INPUT:
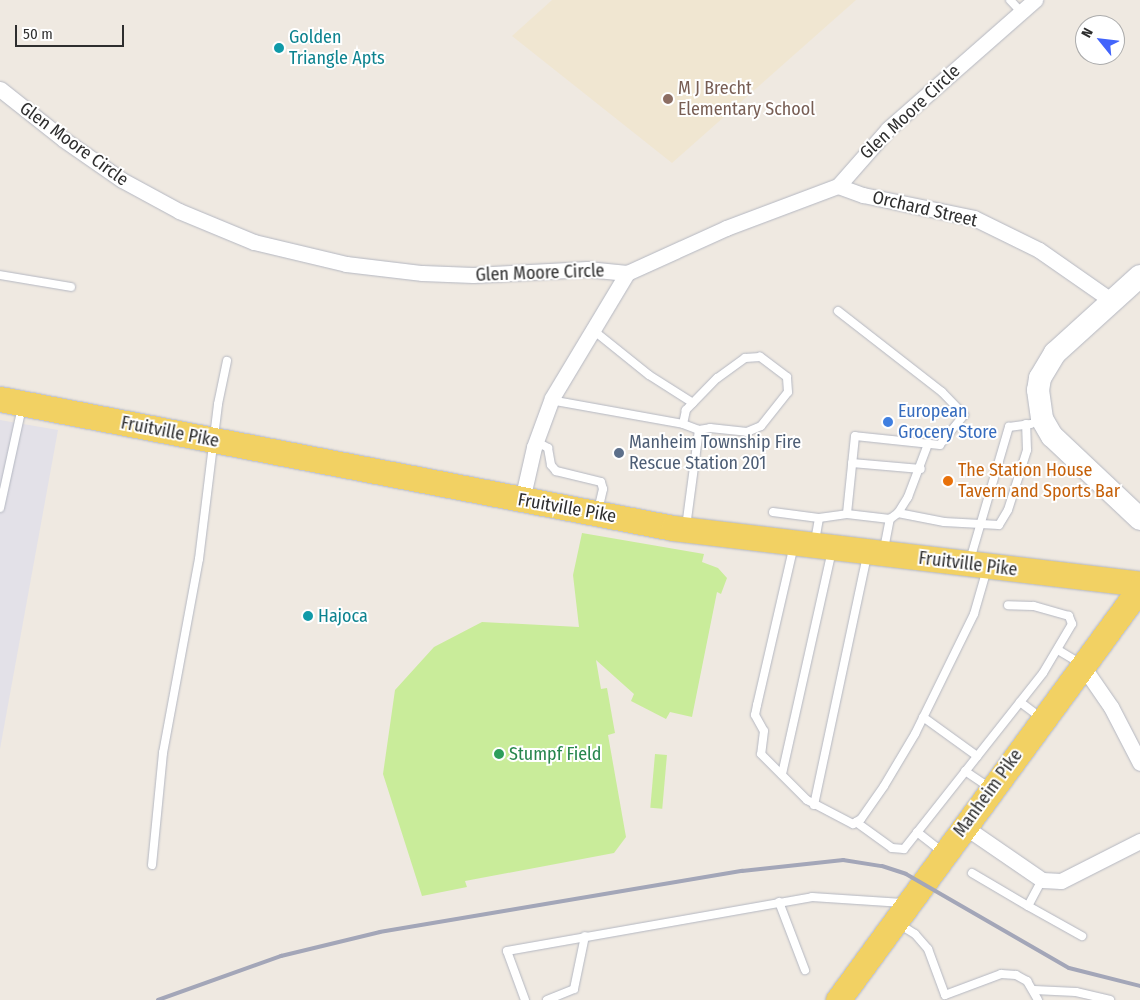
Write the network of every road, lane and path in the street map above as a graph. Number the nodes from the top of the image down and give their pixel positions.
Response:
1 (1010, 0) edge
2 (1035, 0) edge
3 (1021, 12) junction
4 (0, 89) edge
5 (838, 186) junction
6 (627, 273) junction
7 (0, 275) edge
8 (1140, 276) edge
9 (71, 288) dead end
10 (1112, 301) junction
11 (838, 311) dead end
12 (593, 330) junction
13 (228, 361) dead end
14 (550, 400) junction
15 (11, 402) edge
16 (693, 403) junction
17 (683, 424) junction
18 (1036, 425) junction
19 (699, 430) junction
20 (215, 441) junction
21 (535, 441) junction
22 (928, 444) junction
23 (852, 463) junction
24 (921, 468) junction
25 (522, 500) junction
26 (0, 508) edge
27 (772, 512) dead end
28 (598, 514) junction
29 (847, 514) junction
30 (898, 514) junction
31 (818, 518) junction
32 (890, 519) junction
33 (1140, 520) edge
34 (982, 525) junction
35 (686, 530) junction
36 (814, 546) junction
37 (875, 553) junction
38 (978, 565) junction
39 (1140, 584) edge
40 (1140, 588) edge
41 (1008, 605) dead end
42 (1058, 650) junction
43 (1082, 665) junction
44 (1020, 702) junction
45 (923, 717) junction
46 (1042, 719) junction
47 (977, 756) junction
48 (1140, 763) edge
49 (965, 770) junction
50 (782, 774) junction
51 (991, 789) junction
52 (814, 805) junction
53 (856, 822) junction
54 (964, 827) junction
55 (917, 832) junction
56 (1140, 841) edge
57 (944, 853) junction
58 (152, 865) dead end
59 (972, 872) dead end
60 (1042, 880) junction
61 (779, 902) junction
62 (1028, 906) junction
63 (902, 912) junction
64 (585, 936) junction
65 (1082, 936) dead end
66 (805, 970) dead end
67 (1034, 990) junction
68 (943, 997) edge
69 (526, 1000) edge
70 (547, 1000) edge
71 (838, 1000) edge
72 (1038, 1000) edge
73 (1110, 1000) edge

1 - 3 lane
2 - 3 street, Glen Moore Circle
3 - 5 street, Glen Moore Circle
4 - 6 street, Glen Moore Circle
5 - 6 street, Glen Moore Circle
5 - 10 street, Orchard Street
6 - 12 street
7 - 9 lane
8 - 10 main road
10 - 18 main road
11 - 22 lane
12 - 14 street
12 - 16 lane
13 - 20 lane
14 - 17 lane
14 - 21 street
15 - 20 main road, Fruitville Pike
15 - 26 lane
16 - 17 lane
16 - 19 lane
17 - 19 lane
18 - 33 main road
18 - 34 lane
18 - 34 lane
19 - 35 lane
20 - 25 main road, Fruitville Pike
20 - 58 lane
21 - 25 street
21 - 28 lane
22 - 23 lane
22 - 24 lane
23 - 24 lane
23 - 29 lane
24 - 30 lane
25 - 28 main road, Fruitville Pike
27 - 31 lane
28 - 35 main road, Fruitville Pike
29 - 31 lane
29 - 32 lane
30 - 32 lane
30 - 34 lane
31 - 36 lane
32 - 37 lane
34 - 38 lane
35 - 36 main road, Fruitville Pike
36 - 37 main road, Fruitville Pike
36 - 50 lane
36 - 50 lane
37 - 38 main road, Fruitville Pike
37 - 52 lane
38 - 39 main road, Fruitville Pike
38 - 45 lane
40 - 43 main road, Manheim Pike
41 - 42 lane
42 - 43 lane
42 - 44 lane
43 - 46 main road, Manheim Pike
43 - 48 street
44 - 46 lane
44 - 47 lane
45 - 47 lane
45 - 53 lane
46 - 51 main road, Manheim Pike
47 - 49 lane
49 - 51 lane
49 - 55 lane
50 - 52 lane
51 - 54 main road, Manheim Pike
52 - 53 lane
53 - 55 lane
54 - 57 main road, Manheim Pike
54 - 60 street
55 - 57 lane
56 - 60 street
57 - 63 main road, Manheim Pike
59 - 62 lane
60 - 62 lane
61 - 63 lane
61 - 64 lane
61 - 66 lane
62 - 65 lane
63 - 68 lane
63 - 71 main road, Manheim Pike
64 - 69 lane
64 - 70 lane
67 - 68 lane
67 - 72 lane
67 - 73 lane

PROBLEM DESCRIPTION:
The records above are to be repeated exactly, with every picture removed from the copy.

THE ANSWER:
Write the network of every road, lane and path in the street map above as a graph. Number the nodes from the top of the image down and give their pixel positions.
Response:
1 (1010, 0) edge
2 (1035, 0) edge
3 (1021, 12) junction
4 (0, 89) edge
5 (838, 186) junction
6 (627, 273) junction
7 (0, 275) edge
8 (1140, 276) edge
9 (71, 288) dead end
10 (1112, 301) junction
11 (838, 311) dead end
12 (593, 330) junction
13 (228, 361) dead end
14 (550, 400) junction
15 (11, 402) edge
16 (693, 403) junction
17 (683, 424) junction
18 (1036, 425) junction
19 (699, 430) junction
20 (215, 441) junction
21 (535, 441) junction
22 (928, 444) junction
23 (852, 463) junction
24 (921, 468) junction
25 (522, 500) junction
26 (0, 508) edge
27 (772, 512) dead end
28 (598, 514) junction
29 (847, 514) junction
30 (898, 514) junction
31 (818, 518) junction
32 (890, 519) junction
33 (1140, 520) edge
34 (982, 525) junction
35 (686, 530) junction
36 (814, 546) junction
37 (875, 553) junction
38 (978, 565) junction
39 (1140, 584) edge
40 (1140, 588) edge
41 (1008, 605) dead end
42 (1058, 650) junction
43 (1082, 665) junction
44 (1020, 702) junction
45 (923, 717) junction
46 (1042, 719) junction
47 (977, 756) junction
48 (1140, 763) edge
49 (965, 770) junction
50 (782, 774) junction
51 (991, 789) junction
52 (814, 805) junction
53 (856, 822) junction
54 (964, 827) junction
55 (917, 832) junction
56 (1140, 841) edge
57 (944, 853) junction
58 (152, 865) dead end
59 (972, 872) dead end
60 (1042, 880) junction
61 (779, 902) junction
62 (1028, 906) junction
63 (902, 912) junction
64 (585, 936) junction
65 (1082, 936) dead end
66 (805, 970) dead end
67 (1034, 990) junction
68 (943, 997) edge
69 (526, 1000) edge
70 (547, 1000) edge
71 (838, 1000) edge
72 (1038, 1000) edge
73 (1110, 1000) edge

1 - 3 lane
2 - 3 street, Glen Moore Circle
3 - 5 street, Glen Moore Circle
4 - 6 street, Glen Moore Circle
5 - 6 street, Glen Moore Circle
5 - 10 street, Orchard Street
6 - 12 street
7 - 9 lane
8 - 10 main road
10 - 18 main road
11 - 22 lane
12 - 14 street
12 - 16 lane
13 - 20 lane
14 - 17 lane
14 - 21 street
15 - 20 main road, Fruitville Pike
15 - 26 lane
16 - 17 lane
16 - 19 lane
17 - 19 lane
18 - 33 main road
18 - 34 lane
18 - 34 lane
19 - 35 lane
20 - 25 main road, Fruitville Pike
20 - 58 lane
21 - 25 street
21 - 28 lane
22 - 23 lane
22 - 24 lane
23 - 24 lane
23 - 29 lane
24 - 30 lane
25 - 28 main road, Fruitville Pike
27 - 31 lane
28 - 35 main road, Fruitville Pike
29 - 31 lane
29 - 32 lane
30 - 32 lane
30 - 34 lane
31 - 36 lane
32 - 37 lane
34 - 38 lane
35 - 36 main road, Fruitville Pike
36 - 37 main road, Fruitville Pike
36 - 50 lane
36 - 50 lane
37 - 38 main road, Fruitville Pike
37 - 52 lane
38 - 39 main road, Fruitville Pike
38 - 45 lane
40 - 43 main road, Manheim Pike
41 - 42 lane
42 - 43 lane
42 - 44 lane
43 - 46 main road, Manheim Pike
43 - 48 street
44 - 46 lane
44 - 47 lane
45 - 47 lane
45 - 53 lane
46 - 51 main road, Manheim Pike
47 - 49 lane
49 - 51 lane
49 - 55 lane
50 - 52 lane
51 - 54 main road, Manheim Pike
52 - 53 lane
53 - 55 lane
54 - 57 main road, Manheim Pike
54 - 60 street
55 - 57 lane
56 - 60 street
57 - 63 main road, Manheim Pike
59 - 62 lane
60 - 62 lane
61 - 63 lane
61 - 64 lane
61 - 66 lane
62 - 65 lane
63 - 68 lane
63 - 71 main road, Manheim Pike
64 - 69 lane
64 - 70 lane
67 - 68 lane
67 - 72 lane
67 - 73 lane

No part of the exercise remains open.